- **Problem to solve**: For the records below, tally the lines that contain "Milton" and give only that number.

+++ Records for this task +++

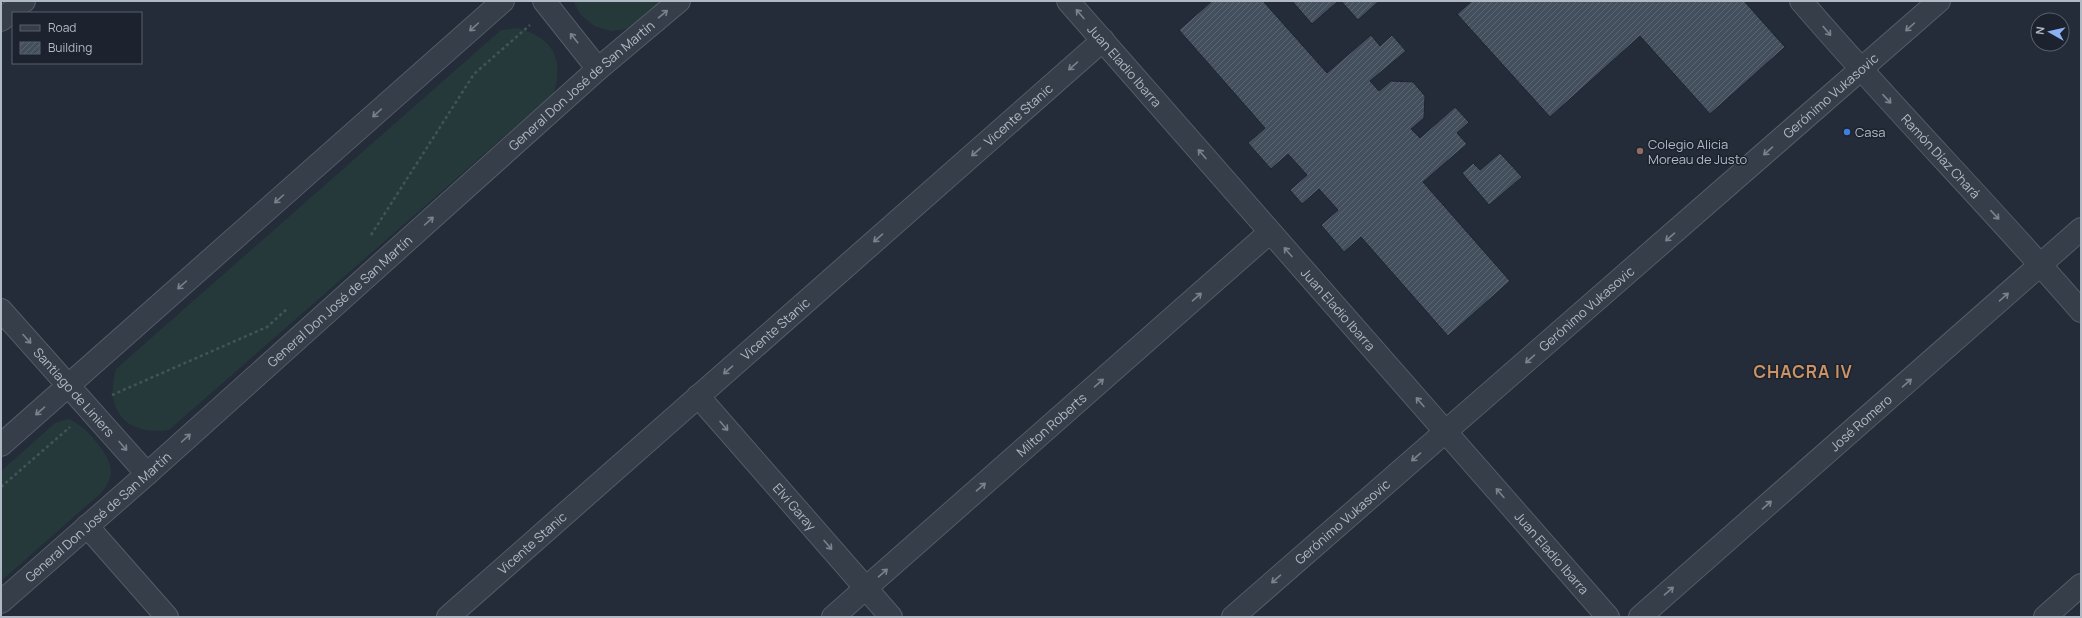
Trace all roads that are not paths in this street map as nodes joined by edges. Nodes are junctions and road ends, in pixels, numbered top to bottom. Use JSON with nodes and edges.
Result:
{"nodes":[{"id":1,"x":24,"y":1,"type":"edge"},
{"id":2,"x":503,"y":1,"type":"edge"},
{"id":3,"x":679,"y":1,"type":"edge"},
{"id":4,"x":1068,"y":1,"type":"edge"},
{"id":5,"x":1801,"y":1,"type":"edge"},
{"id":6,"x":1939,"y":1,"type":"edge"},
{"id":7,"x":546,"y":4,"type":"edge"},
{"id":8,"x":1,"y":20,"type":"edge"},
{"id":9,"x":1103,"y":40,"type":"junction"},
{"id":10,"x":598,"y":69,"type":"junction"},
{"id":11,"x":1861,"y":71,"type":"junction"},
{"id":12,"x":2081,"y":229,"type":"edge"},
{"id":13,"x":1270,"y":232,"type":"junction"},
{"id":14,"x":2040,"y":265,"type":"junction"},
{"id":15,"x":1,"y":310,"type":"edge"},
{"id":16,"x":2081,"y":312,"type":"edge"},
{"id":17,"x":69,"y":385,"type":"junction"},
{"id":18,"x":698,"y":396,"type":"junction"},
{"id":19,"x":1446,"y":432,"type":"junction"},
{"id":20,"x":1,"y":445,"type":"edge"},
{"id":21,"x":147,"y":474,"type":"junction"},
{"id":22,"x":87,"y":526,"type":"junction"},
{"id":23,"x":2081,"y":585,"type":"edge"},
{"id":24,"x":866,"y":588,"type":"junction"},
{"id":25,"x":1,"y":602,"type":"edge"},
{"id":26,"x":167,"y":617,"type":"edge"},
{"id":27,"x":448,"y":617,"type":"edge"},
{"id":28,"x":833,"y":617,"type":"edge"},
{"id":29,"x":891,"y":617,"type":"edge"},
{"id":30,"x":1233,"y":617,"type":"edge"},
{"id":31,"x":1608,"y":617,"type":"edge"},
{"id":32,"x":1640,"y":617,"type":"edge"},
{"id":33,"x":2045,"y":617,"type":"edge"}],
"edges":[{"from":1,"to":8,"type":"street"},
{"from":2,"to":17,"type":"street","one_way":true},
{"from":10,"to":3,"type":"street","name":"General Don José de San Martín","one_way":true},
{"from":9,"to":4,"type":"street","name":"Juan Eladio Ibarra","one_way":true},
{"from":5,"to":11,"type":"street","name":"Ramón Díaz Chará","one_way":true},
{"from":6,"to":11,"type":"street","name":"Gerónimo Vukasovic","one_way":true},
{"from":10,"to":7,"type":"street","one_way":true},
{"from":13,"to":9,"type":"street","name":"Juan Eladio Ibarra","one_way":true},
{"from":9,"to":18,"type":"street","name":"Vicente Stanic","one_way":true},
{"from":21,"to":10,"type":"street","name":"General Don José de San Martín","one_way":true},
{"from":11,"to":14,"type":"street","name":"Ramón Díaz Chará","one_way":true},
{"from":11,"to":19,"type":"street","name":"Gerónimo Vukasovic","one_way":true},
{"from":12,"to":14,"type":"street","name":"José Romero"},
{"from":19,"to":13,"type":"street","name":"Juan Eladio Ibarra","one_way":true},
{"from":24,"to":13,"type":"street","name":"Milton Roberts","one_way":true},
{"from":14,"to":16,"type":"street","name":"Ramón Díaz Chará"},
{"from":32,"to":14,"type":"street","name":"José Romero","one_way":true},
{"from":15,"to":17,"type":"street","name":"Santiago de Liniers","one_way":true},
{"from":17,"to":20,"type":"street","one_way":true},
{"from":17,"to":21,"type":"street","name":"Santiago de Liniers","one_way":true},
{"from":18,"to":24,"type":"street","name":"Elvi Garay","one_way":true},
{"from":18,"to":27,"type":"street","name":"Vicente Stanic"},
{"from":19,"to":30,"type":"street","name":"Gerónimo Vukasovic","one_way":true},
{"from":31,"to":19,"type":"street","name":"Juan Eladio Ibarra","one_way":true},
{"from":21,"to":22,"type":"street","name":"General Don José de San Martín"},
{"from":22,"to":25,"type":"street","name":"General Don José de San Martín"},
{"from":22,"to":26,"type":"street"},
{"from":23,"to":33,"type":"street"},
{"from":24,"to":28,"type":"street","name":"Milton Roberts"},
{"from":24,"to":29,"type":"street","name":"Elvi Garay"}]}
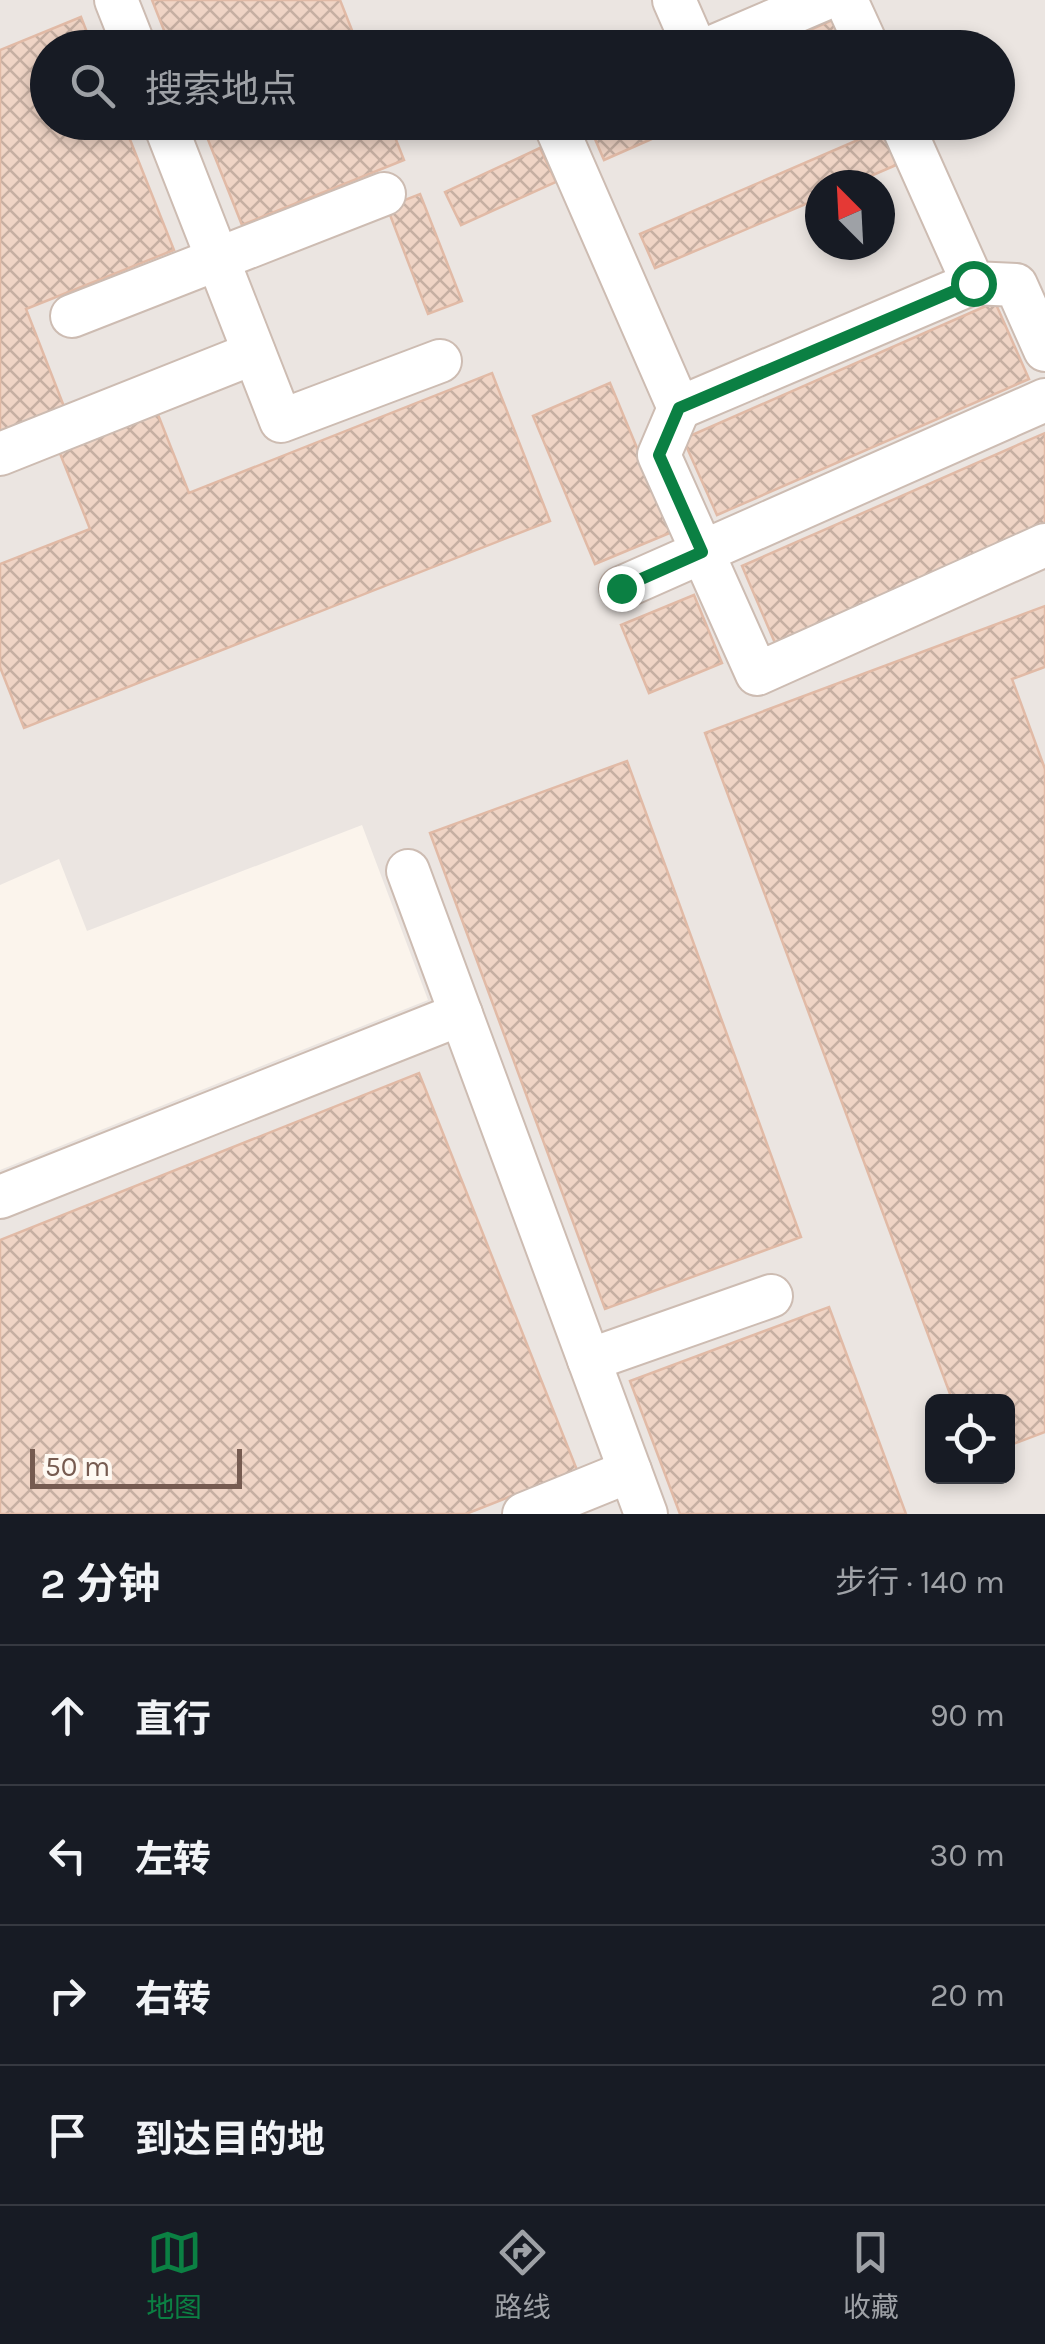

+++

- **Written solution**: 2